First, for readers of KYspeaks, use BETASTY063 to get RM12 off your first purchase.
So for those who is new to dahmakn, you may wonder how does it work and how it is different from other food delivery service?
Unlike delivery services that source food from partnering restaurants, dahmakan is an end-to-end provider that handles sourcing of local ingredients, to having in house chefs cook and prepare the meals, and finally having them delivered to your door step. They have a firm control every step of the way to ensure quality and service delivery.
Everyday, there’s usually over a dozen different dishes to choose from, usually with choices of dishes that includes chicken, fish, or beef prepared in either traditional, Western, or even dishes with a bit of Japanese flair.
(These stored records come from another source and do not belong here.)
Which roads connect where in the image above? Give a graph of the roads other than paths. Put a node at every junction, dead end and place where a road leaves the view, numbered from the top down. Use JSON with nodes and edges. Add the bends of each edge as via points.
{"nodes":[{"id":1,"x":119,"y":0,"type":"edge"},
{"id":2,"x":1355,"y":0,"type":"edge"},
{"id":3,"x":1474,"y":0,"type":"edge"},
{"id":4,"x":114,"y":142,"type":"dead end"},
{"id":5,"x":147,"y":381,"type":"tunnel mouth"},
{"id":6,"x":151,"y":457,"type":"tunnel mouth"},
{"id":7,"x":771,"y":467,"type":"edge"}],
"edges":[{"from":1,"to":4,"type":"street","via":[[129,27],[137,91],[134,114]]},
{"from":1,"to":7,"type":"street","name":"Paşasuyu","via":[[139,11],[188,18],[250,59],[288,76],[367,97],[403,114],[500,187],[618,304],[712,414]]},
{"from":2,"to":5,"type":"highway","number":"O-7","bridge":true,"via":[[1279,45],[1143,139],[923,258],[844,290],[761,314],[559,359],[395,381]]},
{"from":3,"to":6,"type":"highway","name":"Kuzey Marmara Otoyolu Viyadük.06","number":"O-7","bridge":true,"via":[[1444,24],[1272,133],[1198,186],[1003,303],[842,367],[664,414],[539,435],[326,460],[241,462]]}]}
Do check out their menu online.
Ordering is as simple as a few clicks away on your web browser, or if you prefer, there’s also a mobile app on Android and iOS which also help track down delivery time and where the riders are currently at.
One of my favorite things about dahmakan is the way you’re able to schedule when the food is delivered. For example, I had mine scheduled between 6:30 – 7 pm and sure enough, it was delivered by 6:51 pm on my doorstep. This makes for easier planning to have them delivered right after you get back home, but not too early, or too late.
Most importantly though, when it comes to any food services, it’s the quality of food you get. Of the numerous orders I had with dahmakan, they’ve never disappoint. My most recent order of slow cooked beef stew and nasi kerabu were as good as any, and they were still warm when I got them too.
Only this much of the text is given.